In general exponential sums are often the approach that gives reasonable bounds for specific cases.

As Will Sawin points out the only case where solutions are guaranteed is when $n>dm$. Chevalley-Warning gives you the simplest proof of this though Ax-Katz gives you more precise information on the number of solutions.

The other extreme is finding the least number of variables that still gives you a solution for $q$ large enough. In the diagonal case this requires $n>2m$. The problem then becomes finding good bounds for $q$. One can also relax the bound for n and look for better bounds for $q$.
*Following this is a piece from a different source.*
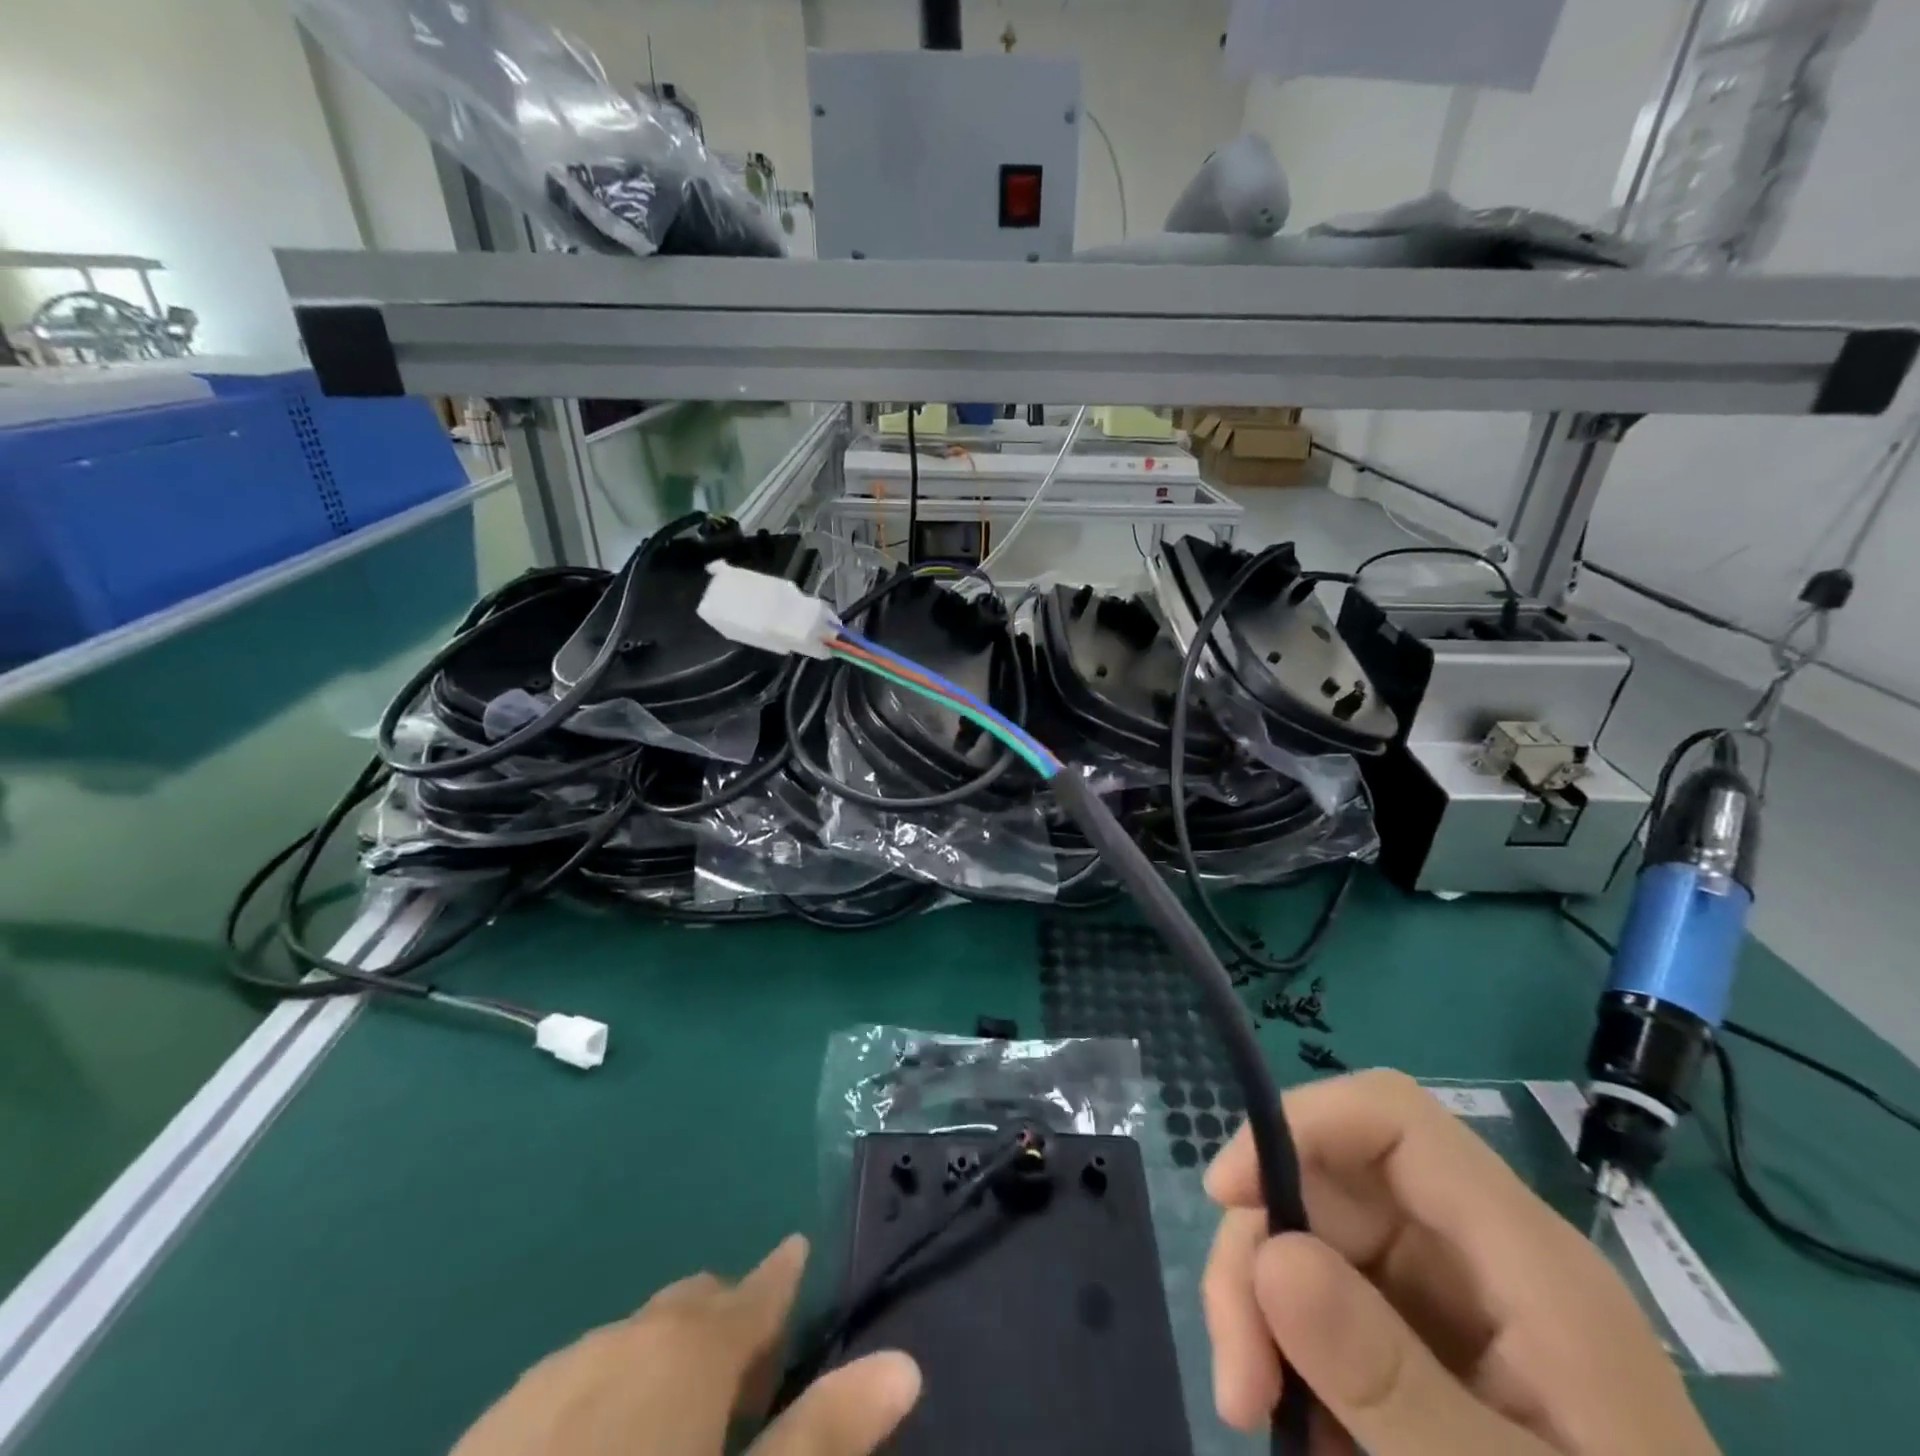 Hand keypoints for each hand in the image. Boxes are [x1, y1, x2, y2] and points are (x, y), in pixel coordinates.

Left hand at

For example it's a classical result that the equation $ax^d+by^d+cz^d=0$ has non-trivial solutions over $\mathbb F_q$ if $q>k^4$. Similarly for $n>2m$ Atkinson, Brudern and Cook $^1$ proved that we have a non-singular solution for $p>d^{2m+2}$. (Non-singularity is required for applications to the Hardy-Littlewood method and is a stronger condition than non-trivial of course)

I proved in a later paper $^2$ that for $n>cm$ you can find a non-singular solution if $q>m^2d^{2+\frac{2}{c-1}}$

These results are established using exponential sum estimates which gives you an estimate for the number of solutions $N$ of the form $$|N-q^{n-r}|<o(q^{n-r})$$ which immediately gives you a bound $$N>q^{n-r}-o(q^{n-r})>0$$ for large enough $q$.

For more general forms there has been a lot of work over the years beginning with the Lang-Weil inequality. See more recent papers, here and here. The book by Schmidt, Equations over Finite Fields $^3$ covers quite a bit from a more elementary approach avoiding the really difficult algebraic geometry related to the Weil Conjectures.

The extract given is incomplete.